The Freshness Dilemma
By Ken Miller and Jim Warner

Conveying “fresh” in packaging so consumers will pay for it.
Consumers are more concerned with freshness in the food they buy these days. Several indicators suggest that this is not just fashion, but is intimately linked to lifestyle issues and values—making it clear that the focus on freshness is here to stay.
Circumstantial evidence is as follows: Consumers are shopping much more frequently, and spending much more time in the perimeter of the store, where fresh items rule. While this could also be attributed to factors such as convenience, the result is that consumers purchase fresher foods because the frequency of their shopping trips permits it. That’s aside from the inherent positive attributes of fresh food—appearance and aroma—that attract them.  
We can also point to the growth in the local green market phenomenon. Consumers believe locally grown food is fresher than that typically found in supermarkets. While this may or may not be the case, it does suggest how consumers define “fresh” and how they value it.
And let’s not forget the recent emphasis fast food outlets have placed on delivering fresher options. While such offerings might confuse healthiness with freshness, they indicate that the issue has permeated the mass culture and value system to the extent that purveyors who might prefer to sell mega-sized bacon cheeseburgers have taken notice.  
Even “white goods” manufacturers are keen on fresh. Have you looked inside the latest crop of refrigerators? Companies like GE have recognized the move toward freshness, and are incorporating visible functionality to maintain it. Interior features (and their catchy names) include dedicated controls, stacks and bins that store, maintain, chill and thaw your precious meat and produce to push the boundaries of freshness and convenience.
The focus on freshness is clear, but, because there are no nationwide standards, the manner in which manufacturers communicate “fresh” is all over the place. In some categories, freshness dating (“best when used by”) is attended to, but somewhat confusing. Sure, it can be useful, but many manufacturers see it as a two-edged sword because they can’t control how long their product may sit on the store shelf.

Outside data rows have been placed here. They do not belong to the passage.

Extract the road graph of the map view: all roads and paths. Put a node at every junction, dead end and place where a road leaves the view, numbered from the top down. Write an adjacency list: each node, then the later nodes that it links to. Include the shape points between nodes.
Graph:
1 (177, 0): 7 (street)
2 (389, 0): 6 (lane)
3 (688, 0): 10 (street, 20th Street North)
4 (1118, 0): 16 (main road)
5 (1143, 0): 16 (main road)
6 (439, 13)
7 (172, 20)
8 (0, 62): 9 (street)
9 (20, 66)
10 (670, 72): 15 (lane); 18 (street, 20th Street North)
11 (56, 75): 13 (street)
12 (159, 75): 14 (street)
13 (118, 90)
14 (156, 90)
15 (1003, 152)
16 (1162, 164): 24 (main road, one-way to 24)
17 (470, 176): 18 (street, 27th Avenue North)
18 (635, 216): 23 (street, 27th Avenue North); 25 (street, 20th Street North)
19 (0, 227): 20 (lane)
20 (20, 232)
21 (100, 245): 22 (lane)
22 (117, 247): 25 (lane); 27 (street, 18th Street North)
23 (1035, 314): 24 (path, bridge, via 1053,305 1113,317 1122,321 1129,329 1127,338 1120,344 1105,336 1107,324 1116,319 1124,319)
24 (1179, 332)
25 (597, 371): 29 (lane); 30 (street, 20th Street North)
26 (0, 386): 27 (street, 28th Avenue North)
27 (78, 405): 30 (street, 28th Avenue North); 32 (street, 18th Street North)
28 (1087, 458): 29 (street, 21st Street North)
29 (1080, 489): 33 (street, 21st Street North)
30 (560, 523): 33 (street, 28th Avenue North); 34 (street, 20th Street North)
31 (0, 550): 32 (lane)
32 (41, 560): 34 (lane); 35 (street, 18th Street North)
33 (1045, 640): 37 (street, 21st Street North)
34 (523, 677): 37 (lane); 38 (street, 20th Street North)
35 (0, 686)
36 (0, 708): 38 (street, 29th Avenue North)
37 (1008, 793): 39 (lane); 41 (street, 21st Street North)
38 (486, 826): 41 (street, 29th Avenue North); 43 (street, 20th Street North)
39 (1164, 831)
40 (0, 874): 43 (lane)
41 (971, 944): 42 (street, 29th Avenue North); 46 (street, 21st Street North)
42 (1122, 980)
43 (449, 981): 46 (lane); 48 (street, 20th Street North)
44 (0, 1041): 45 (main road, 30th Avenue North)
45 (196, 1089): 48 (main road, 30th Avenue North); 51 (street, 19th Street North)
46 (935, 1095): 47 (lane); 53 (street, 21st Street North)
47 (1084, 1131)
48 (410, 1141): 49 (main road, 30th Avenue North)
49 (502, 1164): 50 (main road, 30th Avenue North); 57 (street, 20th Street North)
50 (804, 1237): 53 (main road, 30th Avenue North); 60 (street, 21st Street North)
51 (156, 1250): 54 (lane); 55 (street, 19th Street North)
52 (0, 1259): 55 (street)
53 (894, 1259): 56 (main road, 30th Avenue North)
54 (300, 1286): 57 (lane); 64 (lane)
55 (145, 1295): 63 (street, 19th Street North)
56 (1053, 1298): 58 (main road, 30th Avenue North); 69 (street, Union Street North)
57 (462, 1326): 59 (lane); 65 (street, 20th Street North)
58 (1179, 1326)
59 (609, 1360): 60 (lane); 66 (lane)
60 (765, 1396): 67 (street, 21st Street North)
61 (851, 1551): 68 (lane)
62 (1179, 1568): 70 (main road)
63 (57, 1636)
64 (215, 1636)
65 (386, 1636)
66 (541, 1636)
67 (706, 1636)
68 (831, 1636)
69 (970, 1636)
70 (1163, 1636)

Plus, unlike other packaging communication, it’s not usually presented in a way that makes a graphic impact.  
Many consumers believe that locally grown and packaged foods are fresh because they get to market quicker. Green markets operate under this halo. And the growth of organic offerings lends further clutter to what defines “fresh”.

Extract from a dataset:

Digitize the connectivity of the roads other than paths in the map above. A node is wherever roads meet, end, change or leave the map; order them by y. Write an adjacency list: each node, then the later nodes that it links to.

So, without a definitive benchmark or definition but only a strong conviction that “freshness” is important, what are consumers to do?  Well, they can look for signals.  
An Ipsos study in 2005 indicated that consumers believe taste and freshness (and the cues that impart them) are the most important attributes in the food they buy.  However, about half said they would not pay more for added freshness; and when asked how much more they might pay for a $3 item with packaging that ensures freshness, two-thirds of respondents said 10 cents or nothing. Why this contradiction? Is it because products are fresh enough?
We think not. We think it’s because the technology and “innovation” used to deliver freshness does not have impact with consumers. It’s not convincing. Sometimes, it’s not even apparent. Such packaging innovations hardly ever suggest in a conspicuous and intuitive fashion that one product is fresher than the other. So, without the tools to imagine packaging could really ensure freshness, consumers, quite naturally, say that they would not pay for it.
Of course, packaging companies are making great strides in delivering freshness in store-bought packaged goods. Permeable “smart” films, for instance, maintain freshness in bagged salads. But who can tell? Gases scavenge for oxygen in packaged fruit. But can I see it happening? Processing technologies such as aseptic packaging keep food at its peak. But does an aseptic package really look like the embodiment of freshness? Remember the challenge Parmalat milk had when it launched in the United States? Because American consumers associate fresh milk with a cold product, they were resistant to the idea of milk in this shelf-stable (ambient temperature) package. Get the point?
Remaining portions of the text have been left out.